Data in this exercise:

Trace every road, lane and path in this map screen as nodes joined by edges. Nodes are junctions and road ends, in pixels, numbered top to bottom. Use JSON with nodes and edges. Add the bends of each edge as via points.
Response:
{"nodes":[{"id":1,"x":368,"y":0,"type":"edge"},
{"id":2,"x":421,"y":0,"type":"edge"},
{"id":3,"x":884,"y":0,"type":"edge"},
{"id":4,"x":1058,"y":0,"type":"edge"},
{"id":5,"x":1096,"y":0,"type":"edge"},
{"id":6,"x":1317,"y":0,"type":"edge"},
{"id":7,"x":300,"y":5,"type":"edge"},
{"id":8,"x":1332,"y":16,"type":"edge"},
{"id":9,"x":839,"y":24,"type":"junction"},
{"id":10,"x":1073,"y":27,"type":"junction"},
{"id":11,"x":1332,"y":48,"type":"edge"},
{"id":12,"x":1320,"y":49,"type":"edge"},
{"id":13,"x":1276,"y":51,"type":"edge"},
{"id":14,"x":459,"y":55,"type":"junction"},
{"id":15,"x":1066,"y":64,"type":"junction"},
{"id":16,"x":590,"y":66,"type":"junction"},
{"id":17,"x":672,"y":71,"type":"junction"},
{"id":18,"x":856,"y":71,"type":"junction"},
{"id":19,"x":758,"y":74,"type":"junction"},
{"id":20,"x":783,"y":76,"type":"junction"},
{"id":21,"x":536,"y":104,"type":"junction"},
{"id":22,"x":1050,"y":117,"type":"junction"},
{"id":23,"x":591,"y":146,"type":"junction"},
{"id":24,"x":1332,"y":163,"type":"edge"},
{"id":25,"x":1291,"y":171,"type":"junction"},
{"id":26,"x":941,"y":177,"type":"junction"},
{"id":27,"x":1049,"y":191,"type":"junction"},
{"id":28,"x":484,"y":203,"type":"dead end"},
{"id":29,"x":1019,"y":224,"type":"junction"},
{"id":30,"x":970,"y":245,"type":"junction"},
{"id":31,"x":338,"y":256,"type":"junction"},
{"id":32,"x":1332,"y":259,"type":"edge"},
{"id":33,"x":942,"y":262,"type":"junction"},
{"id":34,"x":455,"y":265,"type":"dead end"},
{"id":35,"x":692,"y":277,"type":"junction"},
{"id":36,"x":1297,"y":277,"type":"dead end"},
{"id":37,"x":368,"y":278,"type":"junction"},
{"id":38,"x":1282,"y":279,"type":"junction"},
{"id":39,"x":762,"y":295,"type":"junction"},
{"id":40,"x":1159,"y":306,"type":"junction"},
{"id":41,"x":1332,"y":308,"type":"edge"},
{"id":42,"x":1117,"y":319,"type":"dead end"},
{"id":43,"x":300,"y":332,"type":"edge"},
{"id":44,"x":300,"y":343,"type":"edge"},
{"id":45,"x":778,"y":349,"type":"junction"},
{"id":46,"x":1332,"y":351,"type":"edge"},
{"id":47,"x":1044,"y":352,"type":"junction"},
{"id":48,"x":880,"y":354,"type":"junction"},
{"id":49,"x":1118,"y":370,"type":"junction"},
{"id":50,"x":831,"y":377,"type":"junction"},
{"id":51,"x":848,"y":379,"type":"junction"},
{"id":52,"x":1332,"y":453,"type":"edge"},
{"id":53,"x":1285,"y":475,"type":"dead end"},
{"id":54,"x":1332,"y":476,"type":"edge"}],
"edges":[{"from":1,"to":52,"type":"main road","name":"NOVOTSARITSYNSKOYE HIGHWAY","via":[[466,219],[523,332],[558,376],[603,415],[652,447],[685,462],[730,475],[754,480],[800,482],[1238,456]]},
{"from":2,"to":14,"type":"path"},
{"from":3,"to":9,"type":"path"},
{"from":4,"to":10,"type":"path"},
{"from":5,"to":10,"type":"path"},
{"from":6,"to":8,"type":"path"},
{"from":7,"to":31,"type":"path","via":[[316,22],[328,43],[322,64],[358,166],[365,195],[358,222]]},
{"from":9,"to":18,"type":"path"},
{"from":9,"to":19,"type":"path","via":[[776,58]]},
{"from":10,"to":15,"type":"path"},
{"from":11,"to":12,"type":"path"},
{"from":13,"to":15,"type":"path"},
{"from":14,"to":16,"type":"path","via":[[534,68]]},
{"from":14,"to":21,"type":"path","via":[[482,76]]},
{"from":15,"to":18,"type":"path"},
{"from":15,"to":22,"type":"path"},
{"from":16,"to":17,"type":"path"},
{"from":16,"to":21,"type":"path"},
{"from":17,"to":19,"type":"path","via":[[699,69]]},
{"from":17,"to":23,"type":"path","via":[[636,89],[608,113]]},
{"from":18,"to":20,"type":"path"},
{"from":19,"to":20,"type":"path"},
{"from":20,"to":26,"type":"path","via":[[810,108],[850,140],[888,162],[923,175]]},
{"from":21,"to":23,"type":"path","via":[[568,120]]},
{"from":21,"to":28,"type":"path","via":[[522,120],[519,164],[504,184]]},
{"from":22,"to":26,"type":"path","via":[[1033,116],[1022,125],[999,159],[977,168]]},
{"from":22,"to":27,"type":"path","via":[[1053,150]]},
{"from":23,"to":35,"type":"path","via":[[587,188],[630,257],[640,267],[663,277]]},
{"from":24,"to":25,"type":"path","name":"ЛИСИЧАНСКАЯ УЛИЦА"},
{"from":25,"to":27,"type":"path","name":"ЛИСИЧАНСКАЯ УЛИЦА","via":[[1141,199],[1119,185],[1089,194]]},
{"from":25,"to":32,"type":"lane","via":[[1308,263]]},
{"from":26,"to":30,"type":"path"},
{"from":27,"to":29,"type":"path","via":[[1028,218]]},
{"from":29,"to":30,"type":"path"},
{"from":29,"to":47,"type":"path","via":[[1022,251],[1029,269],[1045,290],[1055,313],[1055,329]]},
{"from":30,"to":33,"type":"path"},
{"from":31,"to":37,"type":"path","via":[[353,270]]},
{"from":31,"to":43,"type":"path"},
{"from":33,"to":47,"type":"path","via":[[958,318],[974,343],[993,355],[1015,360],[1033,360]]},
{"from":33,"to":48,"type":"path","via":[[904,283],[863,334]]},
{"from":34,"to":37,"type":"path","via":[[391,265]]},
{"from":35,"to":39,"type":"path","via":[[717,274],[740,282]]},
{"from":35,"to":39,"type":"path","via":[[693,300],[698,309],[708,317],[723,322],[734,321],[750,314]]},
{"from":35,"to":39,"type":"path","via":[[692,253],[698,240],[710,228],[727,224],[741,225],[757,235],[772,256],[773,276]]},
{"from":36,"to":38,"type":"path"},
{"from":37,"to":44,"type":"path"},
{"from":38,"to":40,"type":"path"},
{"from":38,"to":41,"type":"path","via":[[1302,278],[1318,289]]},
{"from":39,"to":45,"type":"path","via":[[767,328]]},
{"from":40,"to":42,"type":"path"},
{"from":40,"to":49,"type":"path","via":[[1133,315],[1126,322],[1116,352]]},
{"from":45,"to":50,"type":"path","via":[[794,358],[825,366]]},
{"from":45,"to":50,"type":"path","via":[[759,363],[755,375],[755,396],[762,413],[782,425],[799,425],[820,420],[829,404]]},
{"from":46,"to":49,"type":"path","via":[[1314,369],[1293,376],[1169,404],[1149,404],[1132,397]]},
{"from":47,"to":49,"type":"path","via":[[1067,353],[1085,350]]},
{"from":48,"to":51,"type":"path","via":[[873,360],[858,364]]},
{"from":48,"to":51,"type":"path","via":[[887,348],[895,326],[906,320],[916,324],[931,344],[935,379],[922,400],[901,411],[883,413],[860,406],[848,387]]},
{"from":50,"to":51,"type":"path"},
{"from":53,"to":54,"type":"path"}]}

Action item: Write the records out once more, exactly as shown.

Result below:
Trace every road, lane and path in this map screen as nodes joined by edges. Nodes are junctions and road ends, in pixels, numbered top to bottom. Use JSON with nodes and edges. Add the bends of each edge as via points.
Response:
{"nodes":[{"id":1,"x":368,"y":0,"type":"edge"},
{"id":2,"x":421,"y":0,"type":"edge"},
{"id":3,"x":884,"y":0,"type":"edge"},
{"id":4,"x":1058,"y":0,"type":"edge"},
{"id":5,"x":1096,"y":0,"type":"edge"},
{"id":6,"x":1317,"y":0,"type":"edge"},
{"id":7,"x":300,"y":5,"type":"edge"},
{"id":8,"x":1332,"y":16,"type":"edge"},
{"id":9,"x":839,"y":24,"type":"junction"},
{"id":10,"x":1073,"y":27,"type":"junction"},
{"id":11,"x":1332,"y":48,"type":"edge"},
{"id":12,"x":1320,"y":49,"type":"edge"},
{"id":13,"x":1276,"y":51,"type":"edge"},
{"id":14,"x":459,"y":55,"type":"junction"},
{"id":15,"x":1066,"y":64,"type":"junction"},
{"id":16,"x":590,"y":66,"type":"junction"},
{"id":17,"x":672,"y":71,"type":"junction"},
{"id":18,"x":856,"y":71,"type":"junction"},
{"id":19,"x":758,"y":74,"type":"junction"},
{"id":20,"x":783,"y":76,"type":"junction"},
{"id":21,"x":536,"y":104,"type":"junction"},
{"id":22,"x":1050,"y":117,"type":"junction"},
{"id":23,"x":591,"y":146,"type":"junction"},
{"id":24,"x":1332,"y":163,"type":"edge"},
{"id":25,"x":1291,"y":171,"type":"junction"},
{"id":26,"x":941,"y":177,"type":"junction"},
{"id":27,"x":1049,"y":191,"type":"junction"},
{"id":28,"x":484,"y":203,"type":"dead end"},
{"id":29,"x":1019,"y":224,"type":"junction"},
{"id":30,"x":970,"y":245,"type":"junction"},
{"id":31,"x":338,"y":256,"type":"junction"},
{"id":32,"x":1332,"y":259,"type":"edge"},
{"id":33,"x":942,"y":262,"type":"junction"},
{"id":34,"x":455,"y":265,"type":"dead end"},
{"id":35,"x":692,"y":277,"type":"junction"},
{"id":36,"x":1297,"y":277,"type":"dead end"},
{"id":37,"x":368,"y":278,"type":"junction"},
{"id":38,"x":1282,"y":279,"type":"junction"},
{"id":39,"x":762,"y":295,"type":"junction"},
{"id":40,"x":1159,"y":306,"type":"junction"},
{"id":41,"x":1332,"y":308,"type":"edge"},
{"id":42,"x":1117,"y":319,"type":"dead end"},
{"id":43,"x":300,"y":332,"type":"edge"},
{"id":44,"x":300,"y":343,"type":"edge"},
{"id":45,"x":778,"y":349,"type":"junction"},
{"id":46,"x":1332,"y":351,"type":"edge"},
{"id":47,"x":1044,"y":352,"type":"junction"},
{"id":48,"x":880,"y":354,"type":"junction"},
{"id":49,"x":1118,"y":370,"type":"junction"},
{"id":50,"x":831,"y":377,"type":"junction"},
{"id":51,"x":848,"y":379,"type":"junction"},
{"id":52,"x":1332,"y":453,"type":"edge"},
{"id":53,"x":1285,"y":475,"type":"dead end"},
{"id":54,"x":1332,"y":476,"type":"edge"}],
"edges":[{"from":1,"to":52,"type":"main road","name":"NOVOTSARITSYNSKOYE HIGHWAY","via":[[466,219],[523,332],[558,376],[603,415],[652,447],[685,462],[730,475],[754,480],[800,482],[1238,456]]},
{"from":2,"to":14,"type":"path"},
{"from":3,"to":9,"type":"path"},
{"from":4,"to":10,"type":"path"},
{"from":5,"to":10,"type":"path"},
{"from":6,"to":8,"type":"path"},
{"from":7,"to":31,"type":"path","via":[[316,22],[328,43],[322,64],[358,166],[365,195],[358,222]]},
{"from":9,"to":18,"type":"path"},
{"from":9,"to":19,"type":"path","via":[[776,58]]},
{"from":10,"to":15,"type":"path"},
{"from":11,"to":12,"type":"path"},
{"from":13,"to":15,"type":"path"},
{"from":14,"to":16,"type":"path","via":[[534,68]]},
{"from":14,"to":21,"type":"path","via":[[482,76]]},
{"from":15,"to":18,"type":"path"},
{"from":15,"to":22,"type":"path"},
{"from":16,"to":17,"type":"path"},
{"from":16,"to":21,"type":"path"},
{"from":17,"to":19,"type":"path","via":[[699,69]]},
{"from":17,"to":23,"type":"path","via":[[636,89],[608,113]]},
{"from":18,"to":20,"type":"path"},
{"from":19,"to":20,"type":"path"},
{"from":20,"to":26,"type":"path","via":[[810,108],[850,140],[888,162],[923,175]]},
{"from":21,"to":23,"type":"path","via":[[568,120]]},
{"from":21,"to":28,"type":"path","via":[[522,120],[519,164],[504,184]]},
{"from":22,"to":26,"type":"path","via":[[1033,116],[1022,125],[999,159],[977,168]]},
{"from":22,"to":27,"type":"path","via":[[1053,150]]},
{"from":23,"to":35,"type":"path","via":[[587,188],[630,257],[640,267],[663,277]]},
{"from":24,"to":25,"type":"path","name":"ЛИСИЧАНСКАЯ УЛИЦА"},
{"from":25,"to":27,"type":"path","name":"ЛИСИЧАНСКАЯ УЛИЦА","via":[[1141,199],[1119,185],[1089,194]]},
{"from":25,"to":32,"type":"lane","via":[[1308,263]]},
{"from":26,"to":30,"type":"path"},
{"from":27,"to":29,"type":"path","via":[[1028,218]]},
{"from":29,"to":30,"type":"path"},
{"from":29,"to":47,"type":"path","via":[[1022,251],[1029,269],[1045,290],[1055,313],[1055,329]]},
{"from":30,"to":33,"type":"path"},
{"from":31,"to":37,"type":"path","via":[[353,270]]},
{"from":31,"to":43,"type":"path"},
{"from":33,"to":47,"type":"path","via":[[958,318],[974,343],[993,355],[1015,360],[1033,360]]},
{"from":33,"to":48,"type":"path","via":[[904,283],[863,334]]},
{"from":34,"to":37,"type":"path","via":[[391,265]]},
{"from":35,"to":39,"type":"path","via":[[717,274],[740,282]]},
{"from":35,"to":39,"type":"path","via":[[693,300],[698,309],[708,317],[723,322],[734,321],[750,314]]},
{"from":35,"to":39,"type":"path","via":[[692,253],[698,240],[710,228],[727,224],[741,225],[757,235],[772,256],[773,276]]},
{"from":36,"to":38,"type":"path"},
{"from":37,"to":44,"type":"path"},
{"from":38,"to":40,"type":"path"},
{"from":38,"to":41,"type":"path","via":[[1302,278],[1318,289]]},
{"from":39,"to":45,"type":"path","via":[[767,328]]},
{"from":40,"to":42,"type":"path"},
{"from":40,"to":49,"type":"path","via":[[1133,315],[1126,322],[1116,352]]},
{"from":45,"to":50,"type":"path","via":[[794,358],[825,366]]},
{"from":45,"to":50,"type":"path","via":[[759,363],[755,375],[755,396],[762,413],[782,425],[799,425],[820,420],[829,404]]},
{"from":46,"to":49,"type":"path","via":[[1314,369],[1293,376],[1169,404],[1149,404],[1132,397]]},
{"from":47,"to":49,"type":"path","via":[[1067,353],[1085,350]]},
{"from":48,"to":51,"type":"path","via":[[873,360],[858,364]]},
{"from":48,"to":51,"type":"path","via":[[887,348],[895,326],[906,320],[916,324],[931,344],[935,379],[922,400],[901,411],[883,413],[860,406],[848,387]]},
{"from":50,"to":51,"type":"path"},
{"from":53,"to":54,"type":"path"}]}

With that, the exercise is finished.